Scan the data for lines with "above" and report the count by itself.

DATA PROVIDED section start

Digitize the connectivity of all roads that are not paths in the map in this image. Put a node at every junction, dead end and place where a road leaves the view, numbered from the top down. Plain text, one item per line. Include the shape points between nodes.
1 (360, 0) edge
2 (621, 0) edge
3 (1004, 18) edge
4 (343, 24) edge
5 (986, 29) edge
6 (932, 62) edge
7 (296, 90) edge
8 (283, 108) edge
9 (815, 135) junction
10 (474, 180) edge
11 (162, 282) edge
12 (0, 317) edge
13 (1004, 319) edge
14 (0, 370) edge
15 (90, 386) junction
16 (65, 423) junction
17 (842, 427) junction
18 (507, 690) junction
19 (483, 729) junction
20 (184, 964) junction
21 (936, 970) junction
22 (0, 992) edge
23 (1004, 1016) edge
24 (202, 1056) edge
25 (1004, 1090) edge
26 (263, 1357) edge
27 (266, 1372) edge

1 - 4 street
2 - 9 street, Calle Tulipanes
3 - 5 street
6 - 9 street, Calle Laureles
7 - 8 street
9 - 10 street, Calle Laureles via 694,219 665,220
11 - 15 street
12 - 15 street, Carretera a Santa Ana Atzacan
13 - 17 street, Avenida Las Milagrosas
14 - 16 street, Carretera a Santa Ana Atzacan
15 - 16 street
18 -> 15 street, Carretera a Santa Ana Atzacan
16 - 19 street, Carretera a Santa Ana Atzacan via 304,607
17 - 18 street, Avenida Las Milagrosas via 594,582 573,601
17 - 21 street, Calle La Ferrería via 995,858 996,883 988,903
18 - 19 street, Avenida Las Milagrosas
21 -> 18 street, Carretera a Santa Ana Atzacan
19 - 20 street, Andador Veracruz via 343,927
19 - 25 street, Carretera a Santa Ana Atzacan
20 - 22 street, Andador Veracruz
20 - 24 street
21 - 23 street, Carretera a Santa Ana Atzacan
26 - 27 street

DATA PROVIDED section end
DATA PROVIDED section start

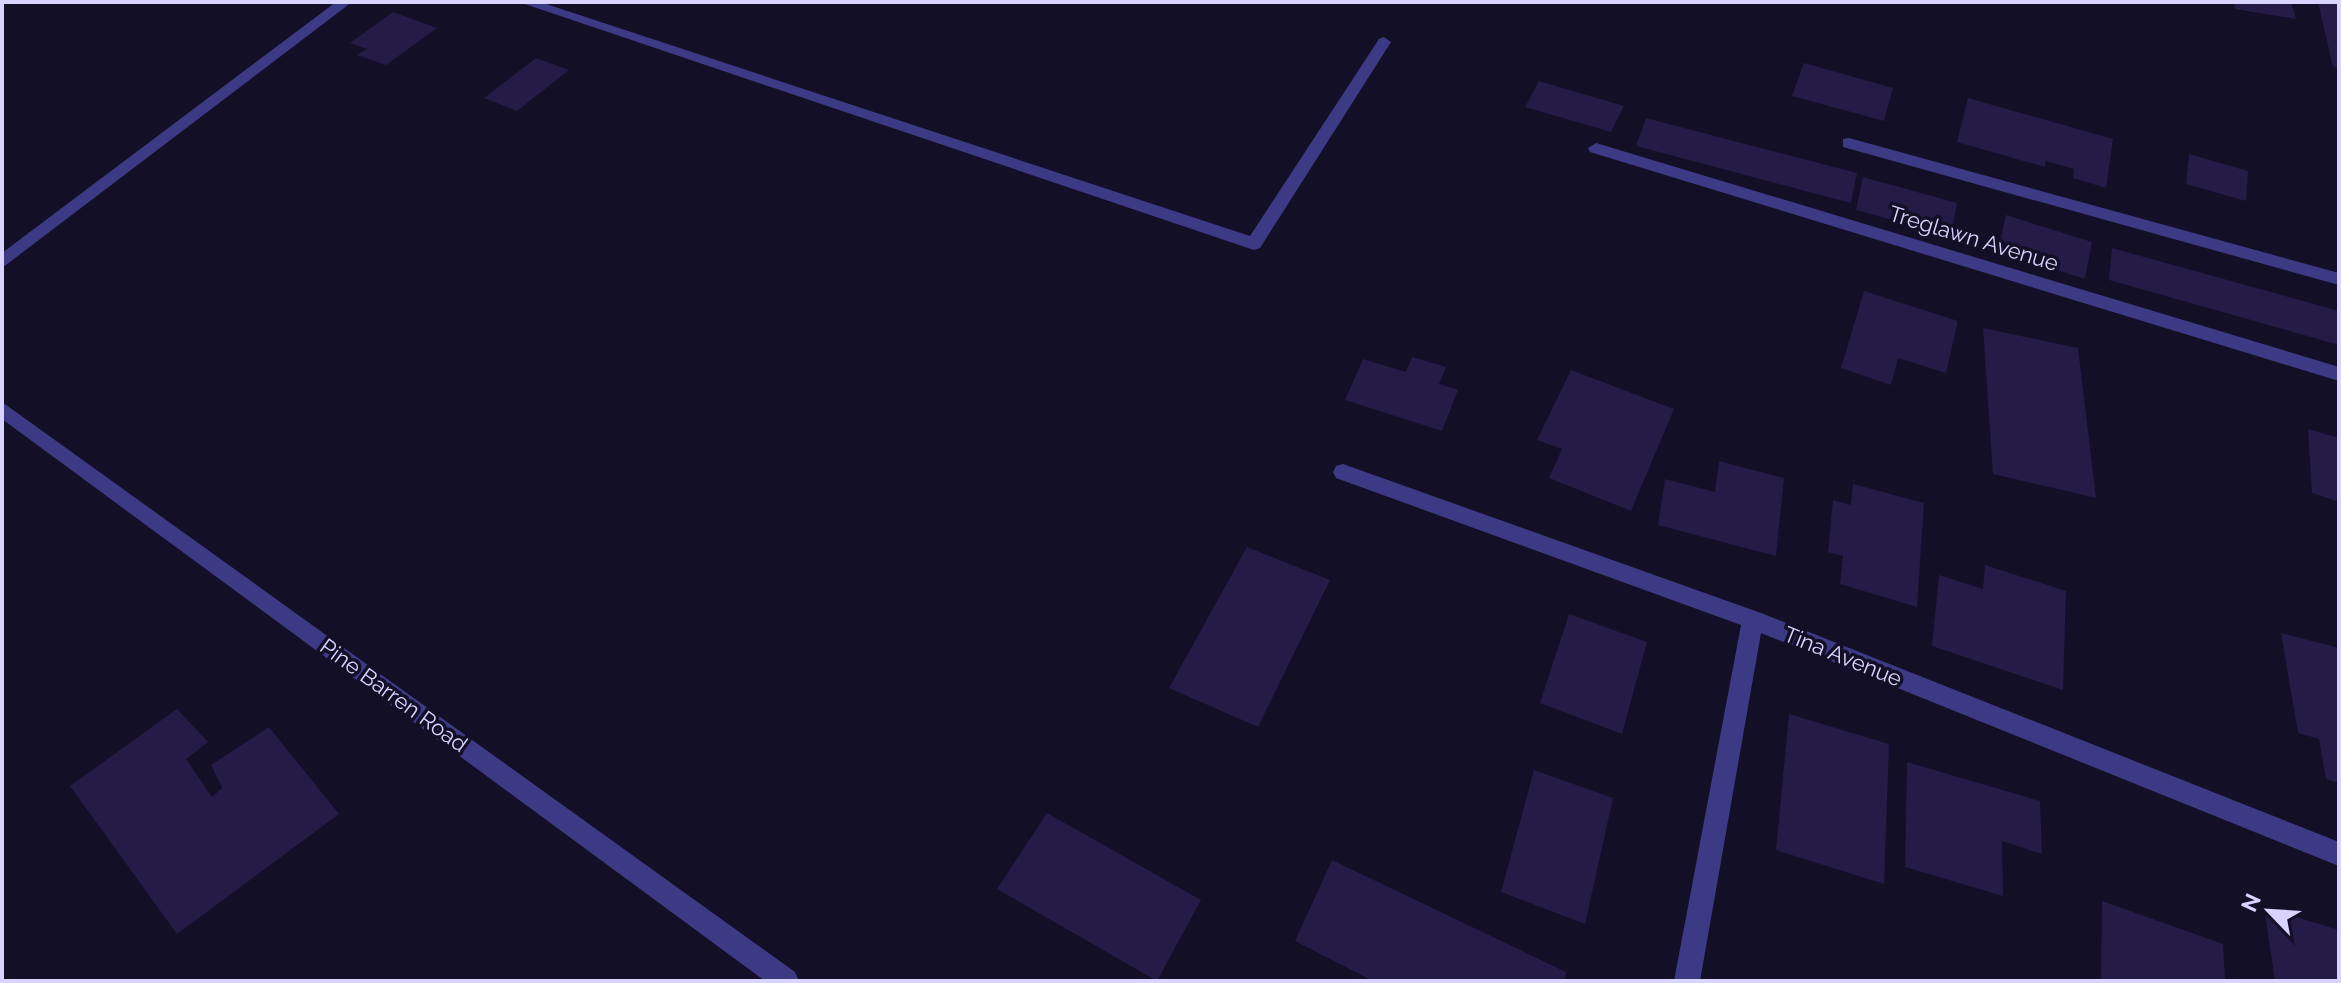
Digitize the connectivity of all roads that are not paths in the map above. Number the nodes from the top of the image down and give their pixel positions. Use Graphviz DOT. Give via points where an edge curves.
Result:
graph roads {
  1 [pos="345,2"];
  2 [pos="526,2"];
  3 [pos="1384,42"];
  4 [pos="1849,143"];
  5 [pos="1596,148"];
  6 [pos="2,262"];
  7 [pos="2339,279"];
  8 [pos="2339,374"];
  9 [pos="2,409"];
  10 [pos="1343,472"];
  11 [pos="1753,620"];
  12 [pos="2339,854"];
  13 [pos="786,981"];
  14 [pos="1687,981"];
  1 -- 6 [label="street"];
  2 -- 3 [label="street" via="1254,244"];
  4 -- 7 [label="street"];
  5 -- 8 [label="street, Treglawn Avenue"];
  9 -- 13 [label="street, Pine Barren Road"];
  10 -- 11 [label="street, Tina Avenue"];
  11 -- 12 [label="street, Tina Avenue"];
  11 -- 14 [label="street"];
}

DATA PROVIDED section end
DATA PROVIDED section start

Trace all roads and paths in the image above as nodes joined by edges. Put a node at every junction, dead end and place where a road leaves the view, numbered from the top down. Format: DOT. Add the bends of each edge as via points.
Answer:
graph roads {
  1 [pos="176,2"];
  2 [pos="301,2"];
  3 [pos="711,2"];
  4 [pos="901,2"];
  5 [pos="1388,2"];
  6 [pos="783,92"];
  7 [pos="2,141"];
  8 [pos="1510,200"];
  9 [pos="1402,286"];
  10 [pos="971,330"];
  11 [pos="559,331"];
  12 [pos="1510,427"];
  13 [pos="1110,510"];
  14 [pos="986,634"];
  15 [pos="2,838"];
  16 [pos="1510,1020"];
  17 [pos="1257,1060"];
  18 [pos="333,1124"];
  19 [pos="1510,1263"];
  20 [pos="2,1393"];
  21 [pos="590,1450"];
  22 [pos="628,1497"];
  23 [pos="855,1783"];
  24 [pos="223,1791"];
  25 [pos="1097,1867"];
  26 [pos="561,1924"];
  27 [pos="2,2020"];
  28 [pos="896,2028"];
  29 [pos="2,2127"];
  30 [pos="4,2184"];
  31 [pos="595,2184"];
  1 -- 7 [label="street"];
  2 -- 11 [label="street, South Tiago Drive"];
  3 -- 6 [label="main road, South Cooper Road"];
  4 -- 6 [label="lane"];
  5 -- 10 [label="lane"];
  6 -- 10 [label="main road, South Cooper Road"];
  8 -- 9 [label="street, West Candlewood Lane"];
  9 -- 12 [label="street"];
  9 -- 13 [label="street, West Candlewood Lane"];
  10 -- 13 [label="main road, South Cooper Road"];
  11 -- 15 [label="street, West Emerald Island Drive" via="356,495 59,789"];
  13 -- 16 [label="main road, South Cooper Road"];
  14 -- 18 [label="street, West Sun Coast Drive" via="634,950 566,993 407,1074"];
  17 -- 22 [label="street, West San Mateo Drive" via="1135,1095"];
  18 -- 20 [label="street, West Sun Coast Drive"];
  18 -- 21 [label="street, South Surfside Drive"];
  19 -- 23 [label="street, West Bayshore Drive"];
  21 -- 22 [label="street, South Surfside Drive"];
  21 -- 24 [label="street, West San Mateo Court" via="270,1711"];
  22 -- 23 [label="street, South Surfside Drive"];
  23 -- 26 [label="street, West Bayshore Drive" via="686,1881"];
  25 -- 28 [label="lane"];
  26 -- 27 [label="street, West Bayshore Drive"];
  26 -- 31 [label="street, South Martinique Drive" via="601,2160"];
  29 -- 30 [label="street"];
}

DATA PROVIDED section end

- _RESPONSE_: 2